____ Available records

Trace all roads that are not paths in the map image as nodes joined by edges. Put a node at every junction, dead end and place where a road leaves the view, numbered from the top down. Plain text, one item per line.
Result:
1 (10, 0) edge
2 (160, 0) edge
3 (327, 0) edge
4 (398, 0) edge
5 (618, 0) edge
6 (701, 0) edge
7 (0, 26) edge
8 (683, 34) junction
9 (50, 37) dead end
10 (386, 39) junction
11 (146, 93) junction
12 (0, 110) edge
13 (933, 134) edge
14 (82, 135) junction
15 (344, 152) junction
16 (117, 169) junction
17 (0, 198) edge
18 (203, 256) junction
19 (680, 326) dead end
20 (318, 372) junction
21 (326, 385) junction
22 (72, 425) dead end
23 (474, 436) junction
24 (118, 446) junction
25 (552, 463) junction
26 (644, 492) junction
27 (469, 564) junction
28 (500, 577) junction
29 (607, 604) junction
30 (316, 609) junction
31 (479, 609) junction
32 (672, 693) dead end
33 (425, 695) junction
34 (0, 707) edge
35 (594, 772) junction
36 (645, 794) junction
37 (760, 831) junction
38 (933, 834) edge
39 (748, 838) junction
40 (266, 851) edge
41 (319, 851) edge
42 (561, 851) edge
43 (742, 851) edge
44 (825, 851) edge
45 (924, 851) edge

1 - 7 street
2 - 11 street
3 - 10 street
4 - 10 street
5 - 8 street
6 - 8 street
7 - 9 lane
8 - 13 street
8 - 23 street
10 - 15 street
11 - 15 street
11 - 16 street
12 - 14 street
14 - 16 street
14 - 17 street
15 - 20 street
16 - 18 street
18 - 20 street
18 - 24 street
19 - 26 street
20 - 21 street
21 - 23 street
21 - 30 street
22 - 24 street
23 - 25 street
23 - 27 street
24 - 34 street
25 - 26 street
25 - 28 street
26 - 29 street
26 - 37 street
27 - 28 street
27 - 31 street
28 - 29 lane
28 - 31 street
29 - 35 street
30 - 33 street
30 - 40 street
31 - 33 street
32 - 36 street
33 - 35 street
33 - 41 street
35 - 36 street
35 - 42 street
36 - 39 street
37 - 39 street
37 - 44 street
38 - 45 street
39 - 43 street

________

◆ Exercise details:
For each line above that contains the word "dead", give the line as it is written.

◆ Result below:
Trace all roads that are not paths in the map image as nodes joined by edges. Put a node at every junction, dead end and place where a road leaves the view, numbered from the top down. Plain text, one item per line.
9 (50, 37) dead end
19 (680, 326) dead end
22 (72, 425) dead end
32 (672, 693) dead end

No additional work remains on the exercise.